### PROBLEM STATEMENT
The first line of the entries below, the line containing "Write the network of every", and every line between them should be repeated exactly, and nothing else.
[[ SOURCE DATA open ]]
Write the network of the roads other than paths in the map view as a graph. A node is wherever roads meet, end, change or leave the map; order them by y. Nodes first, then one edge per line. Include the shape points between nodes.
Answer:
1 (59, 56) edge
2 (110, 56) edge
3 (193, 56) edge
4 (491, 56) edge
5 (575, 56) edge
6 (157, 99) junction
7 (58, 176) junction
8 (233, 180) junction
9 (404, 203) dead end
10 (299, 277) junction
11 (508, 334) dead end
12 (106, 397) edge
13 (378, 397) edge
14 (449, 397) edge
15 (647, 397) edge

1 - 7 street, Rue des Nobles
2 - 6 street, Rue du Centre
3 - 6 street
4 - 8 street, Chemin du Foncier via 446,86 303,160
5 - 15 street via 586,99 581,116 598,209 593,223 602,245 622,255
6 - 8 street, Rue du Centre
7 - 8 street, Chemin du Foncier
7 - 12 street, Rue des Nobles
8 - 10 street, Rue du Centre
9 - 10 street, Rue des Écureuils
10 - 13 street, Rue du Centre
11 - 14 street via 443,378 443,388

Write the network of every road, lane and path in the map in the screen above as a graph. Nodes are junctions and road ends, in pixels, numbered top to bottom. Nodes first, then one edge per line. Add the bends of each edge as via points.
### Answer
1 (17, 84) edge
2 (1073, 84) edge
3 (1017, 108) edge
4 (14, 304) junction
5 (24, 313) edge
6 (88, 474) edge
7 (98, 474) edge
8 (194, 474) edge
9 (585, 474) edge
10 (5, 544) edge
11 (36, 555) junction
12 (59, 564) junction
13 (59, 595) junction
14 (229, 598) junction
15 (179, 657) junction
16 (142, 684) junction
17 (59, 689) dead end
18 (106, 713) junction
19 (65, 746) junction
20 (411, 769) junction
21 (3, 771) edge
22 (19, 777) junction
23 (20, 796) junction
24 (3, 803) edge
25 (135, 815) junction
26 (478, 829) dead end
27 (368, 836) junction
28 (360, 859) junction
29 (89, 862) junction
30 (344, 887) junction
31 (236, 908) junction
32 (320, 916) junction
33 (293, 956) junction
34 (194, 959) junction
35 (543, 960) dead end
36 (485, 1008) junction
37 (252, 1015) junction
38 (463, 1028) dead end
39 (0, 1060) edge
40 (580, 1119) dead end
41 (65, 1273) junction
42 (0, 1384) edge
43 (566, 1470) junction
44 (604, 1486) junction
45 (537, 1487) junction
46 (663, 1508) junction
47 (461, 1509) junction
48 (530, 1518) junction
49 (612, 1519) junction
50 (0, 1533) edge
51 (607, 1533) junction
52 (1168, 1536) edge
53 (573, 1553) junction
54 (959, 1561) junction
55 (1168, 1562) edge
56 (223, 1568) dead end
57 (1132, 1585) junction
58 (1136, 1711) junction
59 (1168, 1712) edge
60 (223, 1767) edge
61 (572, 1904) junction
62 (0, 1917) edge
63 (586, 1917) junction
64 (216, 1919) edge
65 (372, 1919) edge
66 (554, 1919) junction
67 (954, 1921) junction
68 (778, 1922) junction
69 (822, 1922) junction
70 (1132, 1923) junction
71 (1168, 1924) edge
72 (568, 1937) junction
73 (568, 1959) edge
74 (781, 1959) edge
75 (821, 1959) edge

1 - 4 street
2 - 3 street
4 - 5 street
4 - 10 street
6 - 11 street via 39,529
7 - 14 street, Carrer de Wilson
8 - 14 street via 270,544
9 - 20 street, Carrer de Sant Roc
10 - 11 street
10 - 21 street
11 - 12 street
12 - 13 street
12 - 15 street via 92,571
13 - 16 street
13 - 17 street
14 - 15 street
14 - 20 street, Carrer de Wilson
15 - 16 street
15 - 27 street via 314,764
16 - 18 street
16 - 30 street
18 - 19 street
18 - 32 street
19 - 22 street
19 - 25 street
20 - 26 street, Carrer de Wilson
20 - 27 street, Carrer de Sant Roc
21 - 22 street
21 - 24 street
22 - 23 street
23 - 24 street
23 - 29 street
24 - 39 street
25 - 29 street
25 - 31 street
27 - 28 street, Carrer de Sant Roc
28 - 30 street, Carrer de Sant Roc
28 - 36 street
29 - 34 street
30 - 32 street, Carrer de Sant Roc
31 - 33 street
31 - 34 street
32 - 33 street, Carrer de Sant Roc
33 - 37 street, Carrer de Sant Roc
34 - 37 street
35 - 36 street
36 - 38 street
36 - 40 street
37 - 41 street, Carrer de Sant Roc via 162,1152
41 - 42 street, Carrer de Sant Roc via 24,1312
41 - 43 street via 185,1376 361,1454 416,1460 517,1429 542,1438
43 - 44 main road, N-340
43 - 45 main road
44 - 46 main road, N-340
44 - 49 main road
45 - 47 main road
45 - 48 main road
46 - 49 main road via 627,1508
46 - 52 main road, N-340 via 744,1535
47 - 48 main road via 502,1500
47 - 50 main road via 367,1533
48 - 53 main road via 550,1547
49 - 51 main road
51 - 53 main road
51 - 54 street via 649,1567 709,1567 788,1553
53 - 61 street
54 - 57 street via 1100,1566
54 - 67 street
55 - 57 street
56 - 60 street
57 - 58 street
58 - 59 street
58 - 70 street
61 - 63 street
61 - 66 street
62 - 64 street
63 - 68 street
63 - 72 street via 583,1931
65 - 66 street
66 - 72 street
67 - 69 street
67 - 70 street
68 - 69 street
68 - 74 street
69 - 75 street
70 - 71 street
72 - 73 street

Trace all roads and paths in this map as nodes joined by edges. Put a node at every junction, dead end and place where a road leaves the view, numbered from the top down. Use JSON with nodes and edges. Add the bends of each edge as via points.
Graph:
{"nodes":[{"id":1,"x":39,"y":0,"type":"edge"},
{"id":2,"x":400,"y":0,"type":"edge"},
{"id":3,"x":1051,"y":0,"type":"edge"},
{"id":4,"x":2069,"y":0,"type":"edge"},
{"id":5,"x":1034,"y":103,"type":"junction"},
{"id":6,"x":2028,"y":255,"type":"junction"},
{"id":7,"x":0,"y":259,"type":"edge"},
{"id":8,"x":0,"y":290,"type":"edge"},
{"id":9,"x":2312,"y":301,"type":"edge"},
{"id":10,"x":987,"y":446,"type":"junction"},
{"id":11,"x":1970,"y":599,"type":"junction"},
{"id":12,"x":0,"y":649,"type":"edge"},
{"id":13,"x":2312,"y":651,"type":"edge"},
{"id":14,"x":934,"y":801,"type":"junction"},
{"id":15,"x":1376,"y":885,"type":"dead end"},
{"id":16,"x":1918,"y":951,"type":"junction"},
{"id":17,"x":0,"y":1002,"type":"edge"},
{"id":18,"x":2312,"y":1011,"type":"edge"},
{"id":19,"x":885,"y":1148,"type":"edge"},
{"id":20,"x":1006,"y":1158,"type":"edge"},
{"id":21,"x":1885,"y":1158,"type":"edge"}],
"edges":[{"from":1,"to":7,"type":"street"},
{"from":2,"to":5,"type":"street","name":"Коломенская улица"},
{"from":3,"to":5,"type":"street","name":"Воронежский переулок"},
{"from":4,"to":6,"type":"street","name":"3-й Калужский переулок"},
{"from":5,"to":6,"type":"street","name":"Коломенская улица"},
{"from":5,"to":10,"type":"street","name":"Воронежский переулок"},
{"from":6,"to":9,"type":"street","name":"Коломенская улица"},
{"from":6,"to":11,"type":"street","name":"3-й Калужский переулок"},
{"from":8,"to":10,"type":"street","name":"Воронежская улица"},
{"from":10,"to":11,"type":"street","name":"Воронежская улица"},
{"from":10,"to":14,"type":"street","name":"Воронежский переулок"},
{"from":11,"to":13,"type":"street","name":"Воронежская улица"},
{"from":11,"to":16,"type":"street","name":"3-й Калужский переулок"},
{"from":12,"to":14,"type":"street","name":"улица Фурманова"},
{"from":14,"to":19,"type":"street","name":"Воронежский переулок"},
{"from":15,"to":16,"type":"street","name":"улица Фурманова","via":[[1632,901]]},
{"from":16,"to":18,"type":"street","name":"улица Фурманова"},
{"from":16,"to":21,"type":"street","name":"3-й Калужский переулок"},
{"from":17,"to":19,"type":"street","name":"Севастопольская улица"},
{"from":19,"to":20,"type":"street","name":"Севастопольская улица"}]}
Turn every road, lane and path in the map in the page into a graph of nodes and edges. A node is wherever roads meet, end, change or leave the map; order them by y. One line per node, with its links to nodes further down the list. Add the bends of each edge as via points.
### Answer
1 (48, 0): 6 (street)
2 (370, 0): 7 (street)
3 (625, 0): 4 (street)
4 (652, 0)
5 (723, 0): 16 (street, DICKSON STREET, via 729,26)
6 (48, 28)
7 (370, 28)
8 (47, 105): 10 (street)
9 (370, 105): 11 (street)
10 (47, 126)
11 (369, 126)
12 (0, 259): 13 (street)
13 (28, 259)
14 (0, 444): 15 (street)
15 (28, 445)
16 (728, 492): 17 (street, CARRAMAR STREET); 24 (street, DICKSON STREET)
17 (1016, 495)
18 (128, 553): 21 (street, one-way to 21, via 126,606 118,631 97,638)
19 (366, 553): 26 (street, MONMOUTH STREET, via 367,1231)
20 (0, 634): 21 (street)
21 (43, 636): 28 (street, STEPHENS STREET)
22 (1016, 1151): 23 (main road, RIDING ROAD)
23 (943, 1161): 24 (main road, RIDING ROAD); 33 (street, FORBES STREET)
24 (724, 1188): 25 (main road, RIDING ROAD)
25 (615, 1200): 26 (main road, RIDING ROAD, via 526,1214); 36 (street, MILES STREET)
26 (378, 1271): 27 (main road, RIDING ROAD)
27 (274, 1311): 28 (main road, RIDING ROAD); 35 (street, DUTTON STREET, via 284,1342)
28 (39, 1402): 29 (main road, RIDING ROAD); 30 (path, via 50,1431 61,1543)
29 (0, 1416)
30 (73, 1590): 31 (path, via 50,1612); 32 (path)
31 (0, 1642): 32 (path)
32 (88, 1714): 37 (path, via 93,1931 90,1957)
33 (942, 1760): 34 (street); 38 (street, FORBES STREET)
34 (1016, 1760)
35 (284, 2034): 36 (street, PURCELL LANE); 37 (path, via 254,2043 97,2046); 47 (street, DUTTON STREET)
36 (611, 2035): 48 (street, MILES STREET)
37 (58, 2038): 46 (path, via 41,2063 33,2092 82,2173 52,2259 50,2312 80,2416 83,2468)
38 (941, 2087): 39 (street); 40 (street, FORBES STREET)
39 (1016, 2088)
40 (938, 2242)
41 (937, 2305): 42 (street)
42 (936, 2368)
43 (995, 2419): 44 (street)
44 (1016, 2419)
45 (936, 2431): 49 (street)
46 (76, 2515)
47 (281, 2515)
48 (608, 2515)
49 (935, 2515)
[[ SOURCE DATA closed ]]
### RESPONSE TO THE TASK
Write the network of the roads other than paths in the map view as a graph. A node is wherever roads meet, end, change or leave the map; order them by y. Nodes first, then one edge per line. Include the shape points between nodes.
Answer:
1 (59, 56) edge
2 (110, 56) edge
3 (193, 56) edge
4 (491, 56) edge
5 (575, 56) edge
6 (157, 99) junction
7 (58, 176) junction
8 (233, 180) junction
9 (404, 203) dead end
10 (299, 277) junction
11 (508, 334) dead end
12 (106, 397) edge
13 (378, 397) edge
14 (449, 397) edge
15 (647, 397) edge

1 - 7 street, Rue des Nobles
2 - 6 street, Rue du Centre
3 - 6 street
4 - 8 street, Chemin du Foncier via 446,86 303,160
5 - 15 street via 586,99 581,116 598,209 593,223 602,245 622,255
6 - 8 street, Rue du Centre
7 - 8 street, Chemin du Foncier
7 - 12 street, Rue des Nobles
8 - 10 street, Rue du Centre
9 - 10 street, Rue des Écureuils
10 - 13 street, Rue du Centre
11 - 14 street via 443,378 443,388

Write the network of every road, lane and path in the map in the screen above as a graph. Nodes are junctions and road ends, in pixels, numbered top to bottom. Nodes first, then one edge per line. Add the bends of each edge as via points.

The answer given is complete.